■ **DATASET CONTENT**:

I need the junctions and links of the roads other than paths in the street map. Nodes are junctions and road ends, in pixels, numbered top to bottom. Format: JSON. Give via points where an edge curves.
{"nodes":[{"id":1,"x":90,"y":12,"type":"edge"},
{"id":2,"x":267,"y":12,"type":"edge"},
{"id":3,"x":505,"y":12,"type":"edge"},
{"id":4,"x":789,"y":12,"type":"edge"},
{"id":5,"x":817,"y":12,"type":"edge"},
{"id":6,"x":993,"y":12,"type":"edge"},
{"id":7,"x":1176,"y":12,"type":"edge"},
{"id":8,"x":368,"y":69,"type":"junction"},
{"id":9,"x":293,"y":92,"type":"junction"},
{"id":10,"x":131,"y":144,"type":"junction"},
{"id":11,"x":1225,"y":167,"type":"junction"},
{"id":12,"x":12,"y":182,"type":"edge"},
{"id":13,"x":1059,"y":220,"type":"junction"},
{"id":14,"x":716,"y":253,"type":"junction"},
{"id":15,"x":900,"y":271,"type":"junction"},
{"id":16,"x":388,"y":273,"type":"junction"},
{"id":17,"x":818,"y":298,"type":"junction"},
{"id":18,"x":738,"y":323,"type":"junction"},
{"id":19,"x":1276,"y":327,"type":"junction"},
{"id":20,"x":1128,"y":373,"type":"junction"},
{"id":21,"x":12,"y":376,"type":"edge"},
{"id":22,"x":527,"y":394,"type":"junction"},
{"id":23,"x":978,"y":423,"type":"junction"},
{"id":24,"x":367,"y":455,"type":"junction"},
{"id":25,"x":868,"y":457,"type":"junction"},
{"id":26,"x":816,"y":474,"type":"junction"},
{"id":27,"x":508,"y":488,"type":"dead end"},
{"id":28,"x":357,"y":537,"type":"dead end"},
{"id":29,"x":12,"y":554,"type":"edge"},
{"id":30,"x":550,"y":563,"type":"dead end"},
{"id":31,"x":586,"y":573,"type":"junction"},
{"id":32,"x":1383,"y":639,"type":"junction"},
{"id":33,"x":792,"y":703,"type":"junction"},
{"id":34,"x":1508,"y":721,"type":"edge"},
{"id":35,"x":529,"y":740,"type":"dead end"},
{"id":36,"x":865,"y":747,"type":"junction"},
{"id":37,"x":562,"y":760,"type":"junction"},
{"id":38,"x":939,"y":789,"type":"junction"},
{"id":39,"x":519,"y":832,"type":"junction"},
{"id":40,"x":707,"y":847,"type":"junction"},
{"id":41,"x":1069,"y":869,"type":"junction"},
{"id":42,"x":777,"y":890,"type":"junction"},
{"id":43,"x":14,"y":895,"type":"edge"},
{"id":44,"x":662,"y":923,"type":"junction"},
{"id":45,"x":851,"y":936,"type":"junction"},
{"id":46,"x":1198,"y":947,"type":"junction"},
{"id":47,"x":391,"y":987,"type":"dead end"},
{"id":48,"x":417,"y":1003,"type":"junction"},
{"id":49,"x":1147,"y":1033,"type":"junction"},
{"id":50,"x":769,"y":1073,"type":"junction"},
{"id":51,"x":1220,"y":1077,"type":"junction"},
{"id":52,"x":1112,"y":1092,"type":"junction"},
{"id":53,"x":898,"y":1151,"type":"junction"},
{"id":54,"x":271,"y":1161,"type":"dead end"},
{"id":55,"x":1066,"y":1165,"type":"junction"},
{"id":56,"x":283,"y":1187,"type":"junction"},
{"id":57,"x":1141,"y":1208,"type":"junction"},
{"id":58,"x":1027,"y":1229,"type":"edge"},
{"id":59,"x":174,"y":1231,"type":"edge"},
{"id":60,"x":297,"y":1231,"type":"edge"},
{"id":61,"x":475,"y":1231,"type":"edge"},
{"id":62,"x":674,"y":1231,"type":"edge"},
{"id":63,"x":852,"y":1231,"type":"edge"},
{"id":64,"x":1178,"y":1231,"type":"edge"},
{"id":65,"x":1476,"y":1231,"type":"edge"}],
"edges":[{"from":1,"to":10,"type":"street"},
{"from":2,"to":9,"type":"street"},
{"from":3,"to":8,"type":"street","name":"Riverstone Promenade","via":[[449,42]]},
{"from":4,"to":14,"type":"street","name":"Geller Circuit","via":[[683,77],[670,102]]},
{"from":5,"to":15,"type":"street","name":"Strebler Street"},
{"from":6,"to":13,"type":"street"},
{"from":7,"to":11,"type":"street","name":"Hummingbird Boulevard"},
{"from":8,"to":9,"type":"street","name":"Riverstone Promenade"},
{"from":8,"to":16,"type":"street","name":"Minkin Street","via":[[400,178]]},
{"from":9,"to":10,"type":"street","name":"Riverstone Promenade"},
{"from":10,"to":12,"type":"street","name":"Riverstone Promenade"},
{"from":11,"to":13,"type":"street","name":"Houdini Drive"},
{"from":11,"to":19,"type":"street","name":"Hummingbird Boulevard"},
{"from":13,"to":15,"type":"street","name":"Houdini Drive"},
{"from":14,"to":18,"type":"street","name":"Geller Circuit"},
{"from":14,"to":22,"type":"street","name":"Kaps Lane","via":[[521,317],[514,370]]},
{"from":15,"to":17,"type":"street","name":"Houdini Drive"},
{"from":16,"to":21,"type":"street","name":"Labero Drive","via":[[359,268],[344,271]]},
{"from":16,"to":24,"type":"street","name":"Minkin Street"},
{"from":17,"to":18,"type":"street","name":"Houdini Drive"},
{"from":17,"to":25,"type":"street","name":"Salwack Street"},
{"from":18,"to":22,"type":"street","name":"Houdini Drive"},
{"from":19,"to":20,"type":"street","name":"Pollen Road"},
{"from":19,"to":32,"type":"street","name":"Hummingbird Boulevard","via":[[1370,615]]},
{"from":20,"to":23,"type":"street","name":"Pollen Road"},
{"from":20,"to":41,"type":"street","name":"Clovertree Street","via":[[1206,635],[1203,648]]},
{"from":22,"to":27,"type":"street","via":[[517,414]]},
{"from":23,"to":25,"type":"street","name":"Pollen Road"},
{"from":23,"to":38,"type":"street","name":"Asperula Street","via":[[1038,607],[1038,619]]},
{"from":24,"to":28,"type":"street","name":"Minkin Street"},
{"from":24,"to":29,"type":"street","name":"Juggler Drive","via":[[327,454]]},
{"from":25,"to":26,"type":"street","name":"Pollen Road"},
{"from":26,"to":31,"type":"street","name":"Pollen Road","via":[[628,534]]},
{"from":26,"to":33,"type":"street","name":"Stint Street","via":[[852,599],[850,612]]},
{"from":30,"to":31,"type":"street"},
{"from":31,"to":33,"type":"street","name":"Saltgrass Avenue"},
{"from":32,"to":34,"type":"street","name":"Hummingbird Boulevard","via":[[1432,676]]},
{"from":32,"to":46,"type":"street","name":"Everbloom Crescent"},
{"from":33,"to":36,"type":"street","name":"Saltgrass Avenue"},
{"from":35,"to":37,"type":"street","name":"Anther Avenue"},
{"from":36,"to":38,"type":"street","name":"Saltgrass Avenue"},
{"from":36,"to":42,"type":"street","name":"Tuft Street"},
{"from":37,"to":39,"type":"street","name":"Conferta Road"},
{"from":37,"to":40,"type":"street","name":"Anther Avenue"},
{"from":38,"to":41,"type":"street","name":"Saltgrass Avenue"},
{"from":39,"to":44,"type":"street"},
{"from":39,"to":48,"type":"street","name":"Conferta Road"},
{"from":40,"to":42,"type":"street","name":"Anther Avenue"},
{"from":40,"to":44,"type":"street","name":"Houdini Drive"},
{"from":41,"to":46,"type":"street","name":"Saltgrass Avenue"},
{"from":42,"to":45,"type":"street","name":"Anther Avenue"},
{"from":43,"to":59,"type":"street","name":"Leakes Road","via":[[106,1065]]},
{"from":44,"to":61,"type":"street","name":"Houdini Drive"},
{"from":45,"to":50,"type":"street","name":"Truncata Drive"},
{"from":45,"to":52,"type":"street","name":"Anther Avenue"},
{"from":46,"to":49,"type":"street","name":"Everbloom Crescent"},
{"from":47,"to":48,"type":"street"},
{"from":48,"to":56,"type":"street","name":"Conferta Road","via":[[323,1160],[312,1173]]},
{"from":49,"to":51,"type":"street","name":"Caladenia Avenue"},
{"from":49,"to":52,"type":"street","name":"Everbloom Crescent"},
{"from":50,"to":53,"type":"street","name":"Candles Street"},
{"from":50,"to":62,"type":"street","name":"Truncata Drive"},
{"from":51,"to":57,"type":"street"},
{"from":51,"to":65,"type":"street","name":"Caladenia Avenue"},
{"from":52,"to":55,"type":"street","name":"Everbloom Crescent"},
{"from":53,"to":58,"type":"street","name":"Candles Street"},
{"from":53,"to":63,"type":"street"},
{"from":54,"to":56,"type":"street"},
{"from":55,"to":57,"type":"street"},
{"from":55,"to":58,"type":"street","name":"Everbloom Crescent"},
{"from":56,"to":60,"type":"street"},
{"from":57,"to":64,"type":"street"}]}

■ **PROBLEM TO WORK ON**: Search the entries for the word "Conferta". Copy every line where it occurs.

■ **RESULT BELOW**:
{"from":37,"to":39,"type":"street","name":"Conferta Road"},
{"from":39,"to":48,"type":"street","name":"Conferta Road"},
{"from":48,"to":56,"type":"street","name":"Conferta Road","via":[[323,1160],[312,1173]]},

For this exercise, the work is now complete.